Former MI5 head’s papers reveal that Charles J. Haughey was a British agent.

Haughey cardAcademics in Gonville & Gaius College, Cambridge, have uncovered evidence in the personal papers of former MI5 Director General Martin Furnival Jones that former Taoiseach Charles J. Haughey was an agent of the British security service.

Professor John Rilfololap of the school of contemporary history believes that Haughey had been recruited when he was a young backbencher in the early 1960s. Furnival Jones, as a young MI5 attache to the Dublin embassy, quickly identified the then Dublin North East TD (and son-in-law of then Taoiseach Sean Lemass) as a rising star but also someone open to inducements. A steady series of cash payments followed by the setting up of an account in Switzerland sealed Haughey’s recruitment, and goes some way to explain his unusually conspicuous wealth in the 1960s.

Furnival Jones’s own star in MI5 was seen to rise rapidly as Haughey became justice minister, managing to secure his own reputation as a solid nationalist by blocking extradition (Haughey told his handler that it wasn’t going to happen anyway) whilst introducing hardline courts against the IRA, which the British really wanted.

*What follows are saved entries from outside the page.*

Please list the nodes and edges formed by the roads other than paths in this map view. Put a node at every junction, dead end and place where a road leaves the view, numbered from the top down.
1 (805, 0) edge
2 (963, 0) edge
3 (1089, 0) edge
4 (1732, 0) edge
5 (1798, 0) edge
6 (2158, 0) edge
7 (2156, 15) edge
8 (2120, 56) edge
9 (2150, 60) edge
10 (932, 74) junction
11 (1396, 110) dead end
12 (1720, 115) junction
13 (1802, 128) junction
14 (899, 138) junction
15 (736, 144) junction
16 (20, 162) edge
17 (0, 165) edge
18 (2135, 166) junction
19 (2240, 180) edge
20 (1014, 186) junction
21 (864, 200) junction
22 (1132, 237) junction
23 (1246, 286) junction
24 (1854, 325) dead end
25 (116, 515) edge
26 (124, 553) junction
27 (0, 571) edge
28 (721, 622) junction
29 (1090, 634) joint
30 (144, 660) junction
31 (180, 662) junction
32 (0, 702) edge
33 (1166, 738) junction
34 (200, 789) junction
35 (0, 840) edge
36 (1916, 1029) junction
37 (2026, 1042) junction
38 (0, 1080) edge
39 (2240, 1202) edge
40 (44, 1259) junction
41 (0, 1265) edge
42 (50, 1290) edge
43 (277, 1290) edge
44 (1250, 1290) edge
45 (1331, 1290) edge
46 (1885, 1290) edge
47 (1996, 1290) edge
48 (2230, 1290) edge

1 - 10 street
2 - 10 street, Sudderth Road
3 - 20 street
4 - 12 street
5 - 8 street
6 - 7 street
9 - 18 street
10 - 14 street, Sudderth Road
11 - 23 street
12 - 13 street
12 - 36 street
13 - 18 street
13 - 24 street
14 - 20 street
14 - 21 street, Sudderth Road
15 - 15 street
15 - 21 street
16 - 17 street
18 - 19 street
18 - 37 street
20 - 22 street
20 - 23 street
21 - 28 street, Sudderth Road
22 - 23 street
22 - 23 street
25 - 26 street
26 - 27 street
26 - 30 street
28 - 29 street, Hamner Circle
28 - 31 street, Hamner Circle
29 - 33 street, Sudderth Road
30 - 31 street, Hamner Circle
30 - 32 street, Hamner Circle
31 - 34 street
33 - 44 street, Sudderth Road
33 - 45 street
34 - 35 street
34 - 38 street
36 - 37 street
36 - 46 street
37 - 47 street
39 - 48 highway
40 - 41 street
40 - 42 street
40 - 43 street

Ironically, it was only after he’d left justice and later become finance minister that Irish security services became suspicious of Haughey, eventually tracking him to a meet with his MI5 handler. With evidence, senior Gardai approached a shocked Jack Lynch, who had faced down Haughey for the leadership of Fianna Fail and Taoiseach after Lemass. Lynch, who believed that the existence of a British agent in the upper ranks of Fianna Fail would destroy the party, proceeded to devise a scheme where Haughey would be framed for importing weapons. The whole affair became known as the Arms Trial, and resulted in Haughey’s removal from cabinet.

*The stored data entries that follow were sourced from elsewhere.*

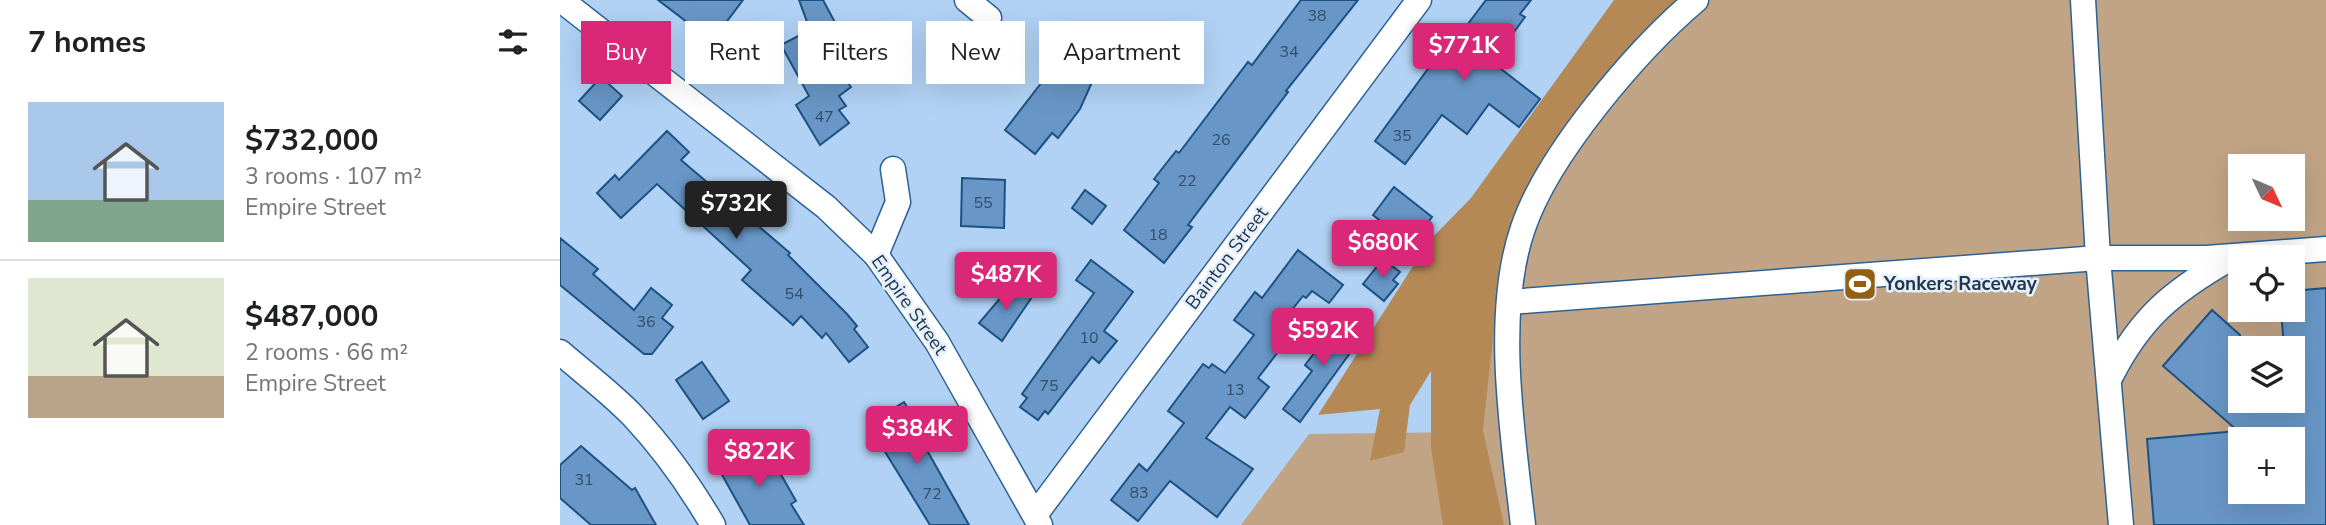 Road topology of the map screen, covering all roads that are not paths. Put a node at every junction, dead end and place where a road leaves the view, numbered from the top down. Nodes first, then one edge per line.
1 (561, 0) edge
2 (967, 0) edge
3 (1419, 0) edge
4 (1696, 0) edge
5 (2083, 0) edge
6 (989, 18) dead end
7 (893, 169) dead end
8 (2326, 249) edge
9 (2305, 251) edge
10 (876, 255) junction
11 (2228, 256) edge
12 (2098, 258) junction
13 (2228, 260) edge
14 (1509, 302) junction
15 (560, 352) edge
16 (2110, 377) junction
17 (1038, 520) edge
18 (713, 525) edge
19 (1523, 525) edge
20 (2121, 525) edge

1 - 10 street, Empire Street
2 - 6 street
3 - 17 street, Bainton Street
4 - 14 street
5 - 12 street
7 - 10 street
8 - 9 street
10 - 17 street, Empire Street
11 - 12 street
12 - 14 street
12 - 16 street
13 - 16 street
14 - 19 street
15 - 18 street
16 - 20 street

Papers reveal that Haughey convinced MI5 that this was a manageable setback. The British security service, reeling from the rumours that Furnival Jones’s predecessor, Sir Roger Hollis, had actually been a Soviet spy, decided to play the long game with Haughey if only because the service was so bereft of victories.

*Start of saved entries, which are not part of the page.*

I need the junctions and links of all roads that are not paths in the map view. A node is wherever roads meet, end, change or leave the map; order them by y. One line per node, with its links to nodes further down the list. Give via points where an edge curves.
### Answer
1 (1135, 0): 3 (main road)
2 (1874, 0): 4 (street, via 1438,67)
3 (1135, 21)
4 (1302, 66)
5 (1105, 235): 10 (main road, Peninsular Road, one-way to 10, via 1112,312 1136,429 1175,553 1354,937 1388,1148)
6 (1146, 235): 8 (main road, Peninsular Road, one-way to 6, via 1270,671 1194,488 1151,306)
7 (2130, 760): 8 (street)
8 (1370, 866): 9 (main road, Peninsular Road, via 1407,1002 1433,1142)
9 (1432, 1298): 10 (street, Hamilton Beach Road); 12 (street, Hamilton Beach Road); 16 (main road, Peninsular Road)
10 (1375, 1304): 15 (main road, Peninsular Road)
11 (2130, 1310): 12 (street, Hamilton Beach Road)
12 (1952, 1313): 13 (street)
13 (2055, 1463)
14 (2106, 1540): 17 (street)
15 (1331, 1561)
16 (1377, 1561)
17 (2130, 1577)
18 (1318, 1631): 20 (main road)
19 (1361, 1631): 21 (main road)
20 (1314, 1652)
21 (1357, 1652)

Furnival Jones retired in 1972. It’s not known if Haughey continued to work for MI5 when he returned to power in 1979. But historians have noted that most of Haughey’s anti-British grandstanding, which built him so much support with the hardline wing of Fianna Fail, was on issues like the Falklands War over which Ireland had little influence. On the issues that he could influence, such as extradition and the Anglo-Irish Agreement, both of which Haughey opposed in opposition, he u-turned and implemented a pro-British line when he returned to power a second time in 1987.